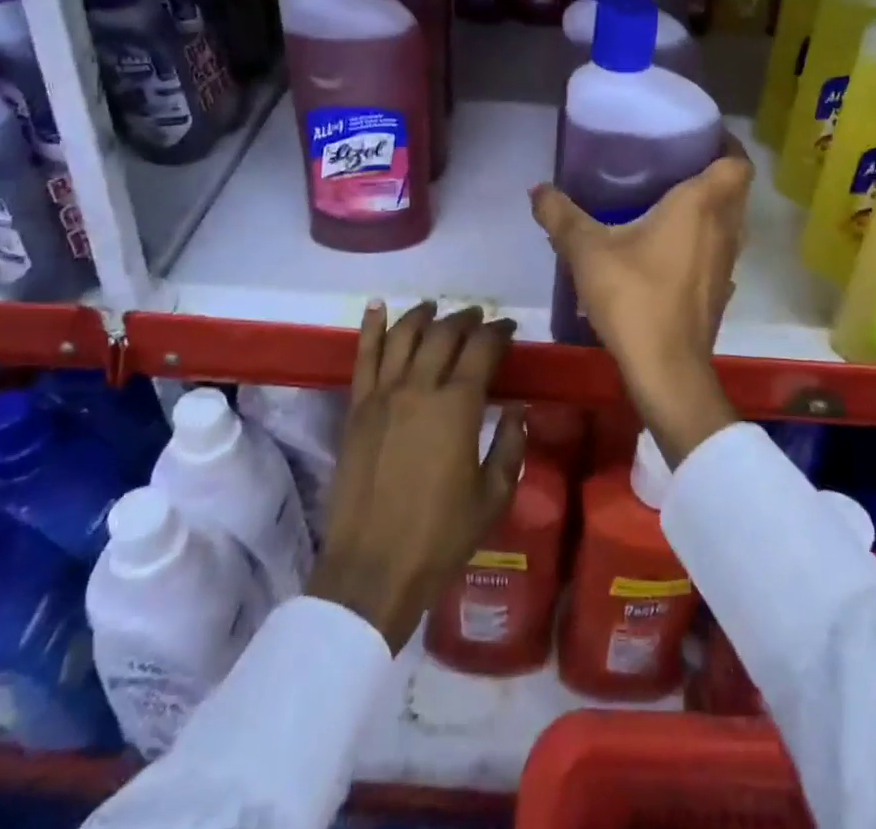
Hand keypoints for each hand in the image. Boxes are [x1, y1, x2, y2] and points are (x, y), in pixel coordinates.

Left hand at [308, 301, 525, 652]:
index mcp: (458, 407)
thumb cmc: (440, 537)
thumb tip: (518, 409)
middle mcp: (419, 388)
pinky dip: (371, 327)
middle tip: (478, 317)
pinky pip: (363, 356)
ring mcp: (383, 395)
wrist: (372, 569)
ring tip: (435, 308)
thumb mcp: (493, 496)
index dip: (498, 332)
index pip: (482, 350)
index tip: (508, 328)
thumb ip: (510, 446)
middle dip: (465, 319)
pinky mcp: (356, 408)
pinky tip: (377, 306)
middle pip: (444, 334)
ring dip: (423, 315)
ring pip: (404, 336)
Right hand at [529, 135, 749, 467]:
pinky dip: (703, 238)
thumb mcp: (587, 251)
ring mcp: (727, 262)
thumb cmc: (634, 297)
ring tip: (669, 200)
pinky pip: (718, 249)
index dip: (725, 144)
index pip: (736, 161)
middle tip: (673, 162)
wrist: (666, 370)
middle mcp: (725, 228)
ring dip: (710, 207)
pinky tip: (668, 247)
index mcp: (702, 205)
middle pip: (735, 188)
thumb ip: (561, 215)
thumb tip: (537, 189)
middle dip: (712, 171)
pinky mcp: (721, 289)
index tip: (696, 135)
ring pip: (729, 221)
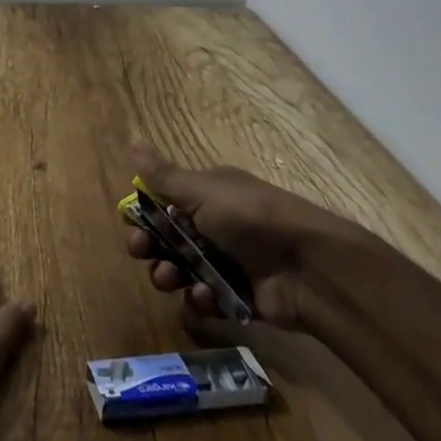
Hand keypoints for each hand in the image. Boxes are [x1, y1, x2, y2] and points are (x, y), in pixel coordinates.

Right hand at [124, 141, 381, 330]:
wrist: (307, 267)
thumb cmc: (249, 217)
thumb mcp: (202, 190)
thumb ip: (163, 175)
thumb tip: (132, 141)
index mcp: (208, 193)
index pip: (163, 202)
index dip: (144, 214)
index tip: (133, 224)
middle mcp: (215, 224)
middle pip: (167, 238)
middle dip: (150, 247)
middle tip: (143, 252)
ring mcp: (226, 262)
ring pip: (181, 270)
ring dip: (170, 274)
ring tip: (173, 279)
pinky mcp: (236, 297)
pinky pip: (205, 299)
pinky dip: (201, 298)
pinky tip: (206, 296)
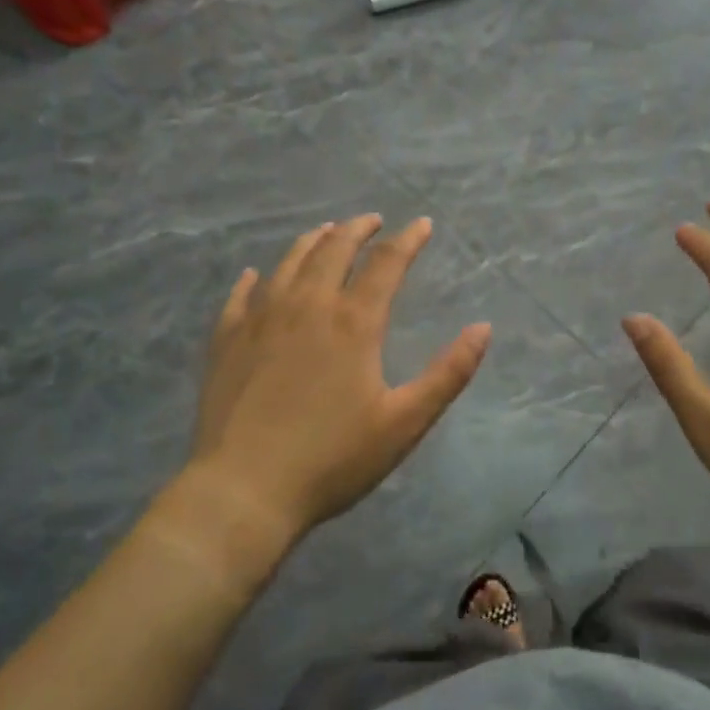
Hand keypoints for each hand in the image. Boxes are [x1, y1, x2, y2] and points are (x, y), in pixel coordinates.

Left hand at [179, 215, 491, 551]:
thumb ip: (448, 373)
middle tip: (371, 220)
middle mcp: (306, 306)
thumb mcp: (405, 422)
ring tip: (325, 232)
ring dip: (311, 242)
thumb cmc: (332, 459)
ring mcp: (260, 319)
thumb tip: (483, 328)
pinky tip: (254, 275)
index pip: (386, 263)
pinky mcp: (227, 341)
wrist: (244, 490)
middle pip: (333, 250)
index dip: (408, 239)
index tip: (422, 223)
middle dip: (357, 229)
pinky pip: (240, 296)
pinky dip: (252, 280)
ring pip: (289, 263)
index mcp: (353, 322)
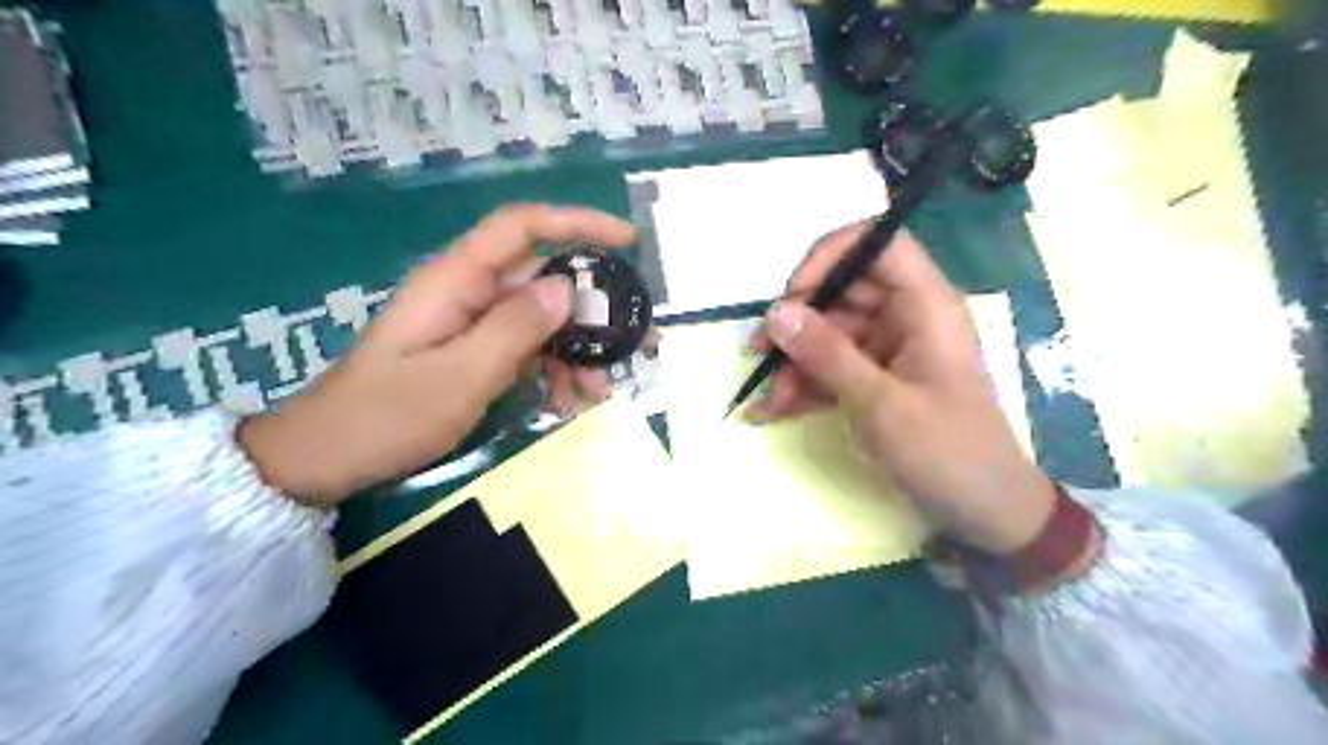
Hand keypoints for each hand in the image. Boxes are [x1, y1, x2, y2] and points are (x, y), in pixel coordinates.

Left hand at [240, 205, 638, 505]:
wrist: (327, 457)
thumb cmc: (386, 416)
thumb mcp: (458, 377)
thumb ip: (514, 329)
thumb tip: (568, 287)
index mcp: (456, 281)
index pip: (522, 227)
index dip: (576, 223)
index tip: (626, 242)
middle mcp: (468, 292)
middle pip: (543, 280)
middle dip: (590, 312)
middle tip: (633, 345)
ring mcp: (471, 323)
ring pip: (541, 321)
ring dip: (575, 352)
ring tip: (596, 393)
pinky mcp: (473, 352)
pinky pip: (526, 349)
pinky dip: (552, 371)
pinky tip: (565, 402)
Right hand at [752, 222, 1053, 551]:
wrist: (986, 512)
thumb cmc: (948, 452)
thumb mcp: (882, 404)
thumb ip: (827, 355)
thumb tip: (775, 313)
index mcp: (924, 305)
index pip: (876, 244)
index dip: (830, 256)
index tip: (792, 295)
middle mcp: (905, 317)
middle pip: (841, 293)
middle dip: (797, 323)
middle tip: (758, 353)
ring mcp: (888, 351)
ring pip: (829, 335)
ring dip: (794, 364)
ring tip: (767, 400)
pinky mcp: (875, 380)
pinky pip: (831, 369)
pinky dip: (804, 387)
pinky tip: (773, 412)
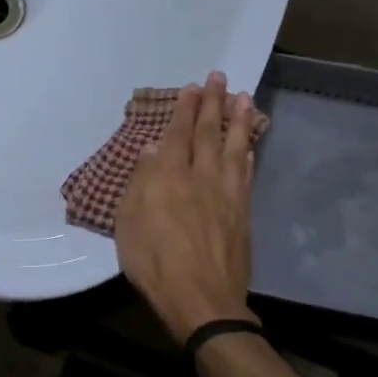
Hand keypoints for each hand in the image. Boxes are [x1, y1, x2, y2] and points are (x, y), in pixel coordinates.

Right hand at [114, 73, 260, 341]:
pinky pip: (246, 174)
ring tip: (244, 97)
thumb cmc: (154, 262)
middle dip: (213, 103)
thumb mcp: (128, 223)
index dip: (185, 108)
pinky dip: (247, 154)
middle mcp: (201, 177)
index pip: (179, 133)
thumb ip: (140, 183)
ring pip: (234, 147)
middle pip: (209, 133)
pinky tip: (249, 145)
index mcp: (168, 176)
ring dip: (239, 121)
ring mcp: (227, 194)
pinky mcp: (243, 213)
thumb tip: (151, 150)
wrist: (201, 298)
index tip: (192, 86)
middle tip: (219, 78)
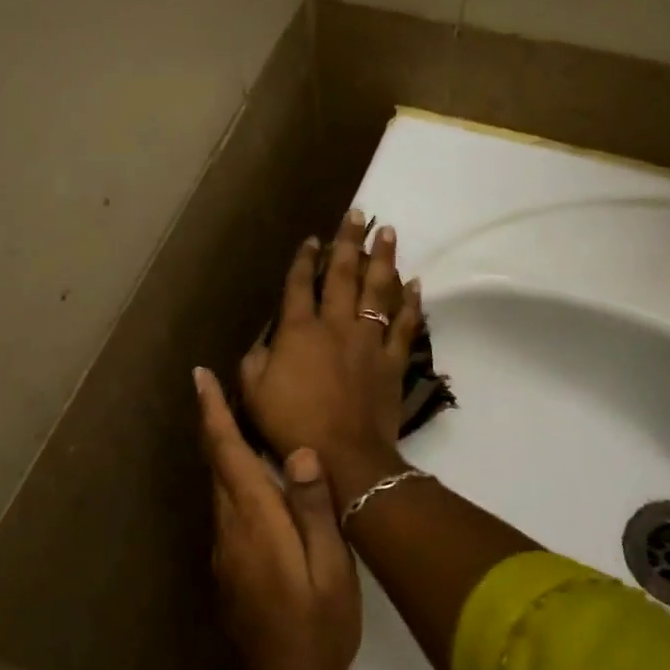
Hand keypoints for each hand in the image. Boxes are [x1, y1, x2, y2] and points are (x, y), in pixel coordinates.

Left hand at [196, 366, 359, 669]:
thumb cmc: (320, 623)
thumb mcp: (330, 565)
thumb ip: (313, 508)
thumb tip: (299, 452)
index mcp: (255, 518)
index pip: (227, 453)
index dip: (213, 413)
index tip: (200, 377)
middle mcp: (230, 526)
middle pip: (215, 463)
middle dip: (214, 423)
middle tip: (218, 387)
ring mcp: (224, 548)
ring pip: (218, 485)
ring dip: (222, 450)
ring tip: (237, 421)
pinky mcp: (228, 565)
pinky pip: (226, 508)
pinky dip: (231, 480)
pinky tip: (252, 480)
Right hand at [240, 209, 420, 502]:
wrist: (343, 455)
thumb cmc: (292, 425)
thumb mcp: (254, 394)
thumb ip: (253, 362)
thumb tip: (259, 343)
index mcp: (299, 331)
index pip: (300, 285)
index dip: (304, 260)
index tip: (311, 239)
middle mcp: (336, 325)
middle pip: (344, 275)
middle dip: (348, 242)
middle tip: (358, 214)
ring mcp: (368, 341)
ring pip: (378, 291)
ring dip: (383, 259)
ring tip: (389, 232)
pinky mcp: (392, 361)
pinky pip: (405, 326)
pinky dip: (412, 304)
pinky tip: (416, 283)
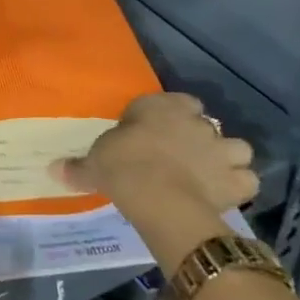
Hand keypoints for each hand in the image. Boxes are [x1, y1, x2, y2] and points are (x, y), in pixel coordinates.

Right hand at [56, 93, 257, 266]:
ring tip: (210, 173)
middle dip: (197, 137)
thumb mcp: (94, 163)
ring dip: (226, 158)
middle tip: (180, 157)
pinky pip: (246, 179)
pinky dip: (239, 185)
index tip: (155, 133)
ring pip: (235, 147)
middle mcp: (196, 121)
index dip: (168, 116)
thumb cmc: (123, 166)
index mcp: (161, 107)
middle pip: (204, 123)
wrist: (160, 197)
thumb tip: (53, 169)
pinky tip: (224, 194)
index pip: (173, 101)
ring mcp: (221, 149)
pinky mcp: (237, 179)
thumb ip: (79, 166)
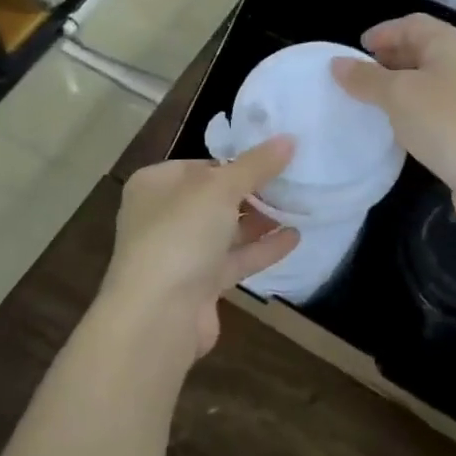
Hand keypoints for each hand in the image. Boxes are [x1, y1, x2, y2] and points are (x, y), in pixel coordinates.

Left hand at [99, 138, 299, 361]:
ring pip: (225, 230)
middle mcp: (163, 216)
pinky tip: (294, 238)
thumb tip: (289, 139)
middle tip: (293, 181)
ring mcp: (180, 253)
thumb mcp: (220, 188)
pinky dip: (261, 249)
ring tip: (299, 206)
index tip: (275, 159)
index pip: (201, 165)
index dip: (236, 162)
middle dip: (252, 192)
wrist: (157, 316)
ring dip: (260, 220)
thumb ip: (256, 165)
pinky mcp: (199, 286)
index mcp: (155, 184)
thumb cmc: (180, 234)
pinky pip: (234, 260)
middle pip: (214, 198)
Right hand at [331, 15, 455, 230]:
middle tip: (359, 76)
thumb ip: (366, 78)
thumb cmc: (446, 122)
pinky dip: (413, 112)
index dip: (383, 32)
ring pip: (428, 82)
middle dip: (390, 59)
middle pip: (422, 50)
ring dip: (400, 88)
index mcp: (450, 44)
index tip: (356, 49)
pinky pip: (435, 110)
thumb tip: (337, 64)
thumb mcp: (397, 94)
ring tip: (370, 103)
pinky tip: (397, 129)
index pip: (412, 24)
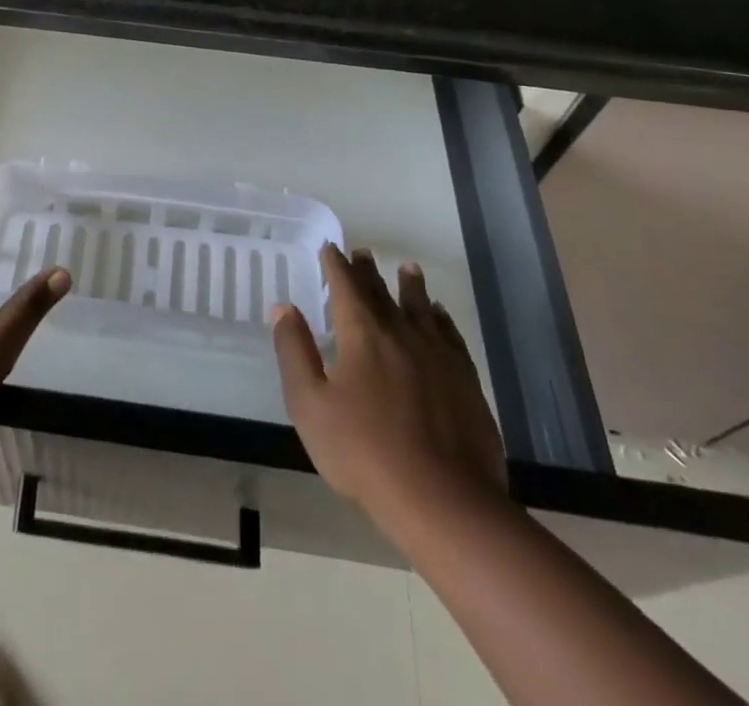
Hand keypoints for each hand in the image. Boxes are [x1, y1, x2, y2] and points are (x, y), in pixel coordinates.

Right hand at [272, 243, 506, 525]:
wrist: (443, 501)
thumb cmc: (364, 453)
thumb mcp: (310, 405)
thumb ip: (294, 351)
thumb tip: (283, 307)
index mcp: (361, 333)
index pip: (344, 285)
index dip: (335, 264)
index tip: (330, 248)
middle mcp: (400, 331)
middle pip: (381, 292)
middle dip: (368, 271)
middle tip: (363, 253)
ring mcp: (437, 354)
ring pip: (420, 307)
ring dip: (410, 286)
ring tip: (407, 269)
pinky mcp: (465, 379)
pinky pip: (450, 335)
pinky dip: (441, 318)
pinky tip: (439, 317)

******

- [Exercise requirements]
Out of the data above, set down the lines from the one with "index tip: (508, 328)" to the one with "index tip: (696, 135)", both included, exactly as written and with no additions.

- [Written response]
index tip: (508, 328)
thumb ip: (510, 446)
middle dip: (465, 319)
pinky mcp: (356, 408)
pinky tip: (377, 306)
middle pip: (444, 334)
ring dip: (423, 315)
ring pip: (404, 336)
Right hand at [529, 135, 749, 467]:
pinky dip: (703, 238)
thumb mcp: (587, 251)
ring mcp: (727, 262)
thumb cmc: (634, 297)
ring tip: (669, 200)
pinky pip: (718, 249)
index dip: (725, 144)
index pip: (736, 161)
middle tip: (673, 162)
wrist: (666, 370)
middle mcp: (725, 228)
ring dip: (710, 207)
pinky tip: (668, 247)
index mcp: (702, 205)
middle pip: (735, 188)
thumb ip: (561, 215)
thumb tip: (537, 189)
middle dip: (712, 171)
pinky mcp: (721, 289)
index tip: (696, 135)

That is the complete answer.